Sand control completions are an increasingly more significant part of the overall well cost as hydrocarbon developments are pushed into ever more challenging reservoirs. Successful project economics and performance hinges on reducing the risk and consequences of failure to a practical minimum. Erosion is often identified as the failure mode when investigating sand screen failures - even though the true root cause is often procedural or operational in nature. Determining the cause of such failures is nearly always problematical when the equipment cannot be retrieved to surface. Erosion is therefore perceived to be a major risk in cased hole sand control completions and even in high rate open-hole and water injection wells. The key to controlling this risk is an understanding of the erosion rate and how it affects the sand retention properties of the selected screen.

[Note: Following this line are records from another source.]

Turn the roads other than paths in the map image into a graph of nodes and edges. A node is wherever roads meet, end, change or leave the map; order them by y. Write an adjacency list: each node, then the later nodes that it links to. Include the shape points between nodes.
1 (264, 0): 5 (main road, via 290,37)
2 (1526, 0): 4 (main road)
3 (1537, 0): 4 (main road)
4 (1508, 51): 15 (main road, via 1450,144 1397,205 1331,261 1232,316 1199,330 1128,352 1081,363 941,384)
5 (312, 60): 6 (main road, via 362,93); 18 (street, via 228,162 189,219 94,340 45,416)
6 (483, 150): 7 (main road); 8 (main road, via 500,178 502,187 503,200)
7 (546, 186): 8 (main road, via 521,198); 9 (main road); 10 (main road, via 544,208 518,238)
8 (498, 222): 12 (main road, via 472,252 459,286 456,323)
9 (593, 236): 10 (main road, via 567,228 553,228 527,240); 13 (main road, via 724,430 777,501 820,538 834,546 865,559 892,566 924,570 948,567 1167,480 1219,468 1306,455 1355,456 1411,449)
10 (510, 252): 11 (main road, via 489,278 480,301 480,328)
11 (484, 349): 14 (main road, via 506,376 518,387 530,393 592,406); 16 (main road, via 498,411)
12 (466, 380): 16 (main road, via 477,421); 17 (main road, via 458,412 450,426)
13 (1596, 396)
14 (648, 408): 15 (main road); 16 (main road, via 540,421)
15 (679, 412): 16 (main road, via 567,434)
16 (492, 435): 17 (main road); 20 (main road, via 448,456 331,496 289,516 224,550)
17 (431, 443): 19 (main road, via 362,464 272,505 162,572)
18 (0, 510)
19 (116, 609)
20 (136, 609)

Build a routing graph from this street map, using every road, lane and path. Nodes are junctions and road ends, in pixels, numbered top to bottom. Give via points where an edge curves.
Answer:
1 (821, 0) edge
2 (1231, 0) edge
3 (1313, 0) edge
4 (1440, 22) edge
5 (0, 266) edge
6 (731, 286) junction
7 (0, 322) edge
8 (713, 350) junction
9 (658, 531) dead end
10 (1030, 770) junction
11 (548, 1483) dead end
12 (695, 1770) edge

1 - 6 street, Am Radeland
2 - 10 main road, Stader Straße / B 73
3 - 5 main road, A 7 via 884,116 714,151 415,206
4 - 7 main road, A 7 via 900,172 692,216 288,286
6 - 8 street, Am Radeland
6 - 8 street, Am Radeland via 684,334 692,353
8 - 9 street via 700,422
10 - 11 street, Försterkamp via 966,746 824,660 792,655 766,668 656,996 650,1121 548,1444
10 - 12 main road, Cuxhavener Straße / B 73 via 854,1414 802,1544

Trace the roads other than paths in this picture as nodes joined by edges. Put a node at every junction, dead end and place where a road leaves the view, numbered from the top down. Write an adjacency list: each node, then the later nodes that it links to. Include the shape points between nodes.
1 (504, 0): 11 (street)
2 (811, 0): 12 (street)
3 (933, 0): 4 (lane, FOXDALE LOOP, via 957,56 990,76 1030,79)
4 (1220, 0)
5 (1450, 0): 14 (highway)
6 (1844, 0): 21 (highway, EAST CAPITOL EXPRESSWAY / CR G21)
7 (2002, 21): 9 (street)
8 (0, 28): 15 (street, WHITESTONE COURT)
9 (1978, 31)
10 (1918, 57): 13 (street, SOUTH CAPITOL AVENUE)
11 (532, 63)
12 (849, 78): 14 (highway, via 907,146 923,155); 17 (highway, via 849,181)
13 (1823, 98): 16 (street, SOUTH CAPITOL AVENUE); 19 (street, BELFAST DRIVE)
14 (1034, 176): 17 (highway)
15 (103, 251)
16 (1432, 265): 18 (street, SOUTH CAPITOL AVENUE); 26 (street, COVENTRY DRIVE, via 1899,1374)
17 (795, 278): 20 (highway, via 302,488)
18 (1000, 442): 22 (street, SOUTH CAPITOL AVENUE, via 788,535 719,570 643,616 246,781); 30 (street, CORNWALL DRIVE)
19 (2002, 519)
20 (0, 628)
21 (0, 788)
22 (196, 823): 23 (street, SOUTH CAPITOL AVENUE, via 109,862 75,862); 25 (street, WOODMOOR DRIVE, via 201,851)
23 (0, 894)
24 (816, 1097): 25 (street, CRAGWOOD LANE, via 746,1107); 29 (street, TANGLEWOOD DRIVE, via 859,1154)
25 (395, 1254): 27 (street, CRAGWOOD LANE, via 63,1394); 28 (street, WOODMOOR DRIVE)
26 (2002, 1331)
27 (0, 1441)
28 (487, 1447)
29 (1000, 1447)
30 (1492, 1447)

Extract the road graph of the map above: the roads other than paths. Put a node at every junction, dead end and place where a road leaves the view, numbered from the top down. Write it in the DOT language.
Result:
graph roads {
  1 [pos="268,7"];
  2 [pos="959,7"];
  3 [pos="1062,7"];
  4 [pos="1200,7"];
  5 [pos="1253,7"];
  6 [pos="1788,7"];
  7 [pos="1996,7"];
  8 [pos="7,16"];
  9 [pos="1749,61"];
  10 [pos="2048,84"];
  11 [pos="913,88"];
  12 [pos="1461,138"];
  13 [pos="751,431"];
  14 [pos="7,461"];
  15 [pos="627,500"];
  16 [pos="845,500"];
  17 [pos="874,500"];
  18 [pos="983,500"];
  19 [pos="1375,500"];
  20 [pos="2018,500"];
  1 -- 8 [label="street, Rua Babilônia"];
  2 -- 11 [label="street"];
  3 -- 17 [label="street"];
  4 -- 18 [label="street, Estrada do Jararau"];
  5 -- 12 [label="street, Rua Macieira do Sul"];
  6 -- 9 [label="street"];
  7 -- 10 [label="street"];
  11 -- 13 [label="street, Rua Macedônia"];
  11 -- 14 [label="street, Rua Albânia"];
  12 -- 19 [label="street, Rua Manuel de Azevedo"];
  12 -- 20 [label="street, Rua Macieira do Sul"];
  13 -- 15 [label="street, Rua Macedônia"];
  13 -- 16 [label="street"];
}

The results of a comprehensive set of erosion tests have been used to develop a erosion model which predicts probable time to screen failure based on fluid type, flux rate, solids loading and size distribution. The model has been verified against a number of actual screen failures and also to predict failure times based on specific completion designs.

Introduction

The model described in this paper has been developed based on the particular characteristics of a slotted expandable sand screen. Expandable sand screens (ESSÒ) differ from conventional screens in that they are expanded mechanically or hydraulically to contact either the sand-face in open-hole or the inside of the casing/liner in cased-hole. Some expandable screens are expanded compliantly to form an intimate contact with the borehole wall and some are expanded to a fixed OD (i.e. non-compliantly) and can leave a small annulus. Hence, in a cased hole environment, the particles and fluid entering the borehole impact the screen immediately with little or no dispersion. Because expandable screens can offer significant practical advantages in other areas in such cased hole completions, it was necessary to develop a more in-depth understanding of the erosion mechanisms affecting potential applications. A fluid velocity (flux) based screen erosion model was developed in 2003 and can be used to validate stand-alone screen applications.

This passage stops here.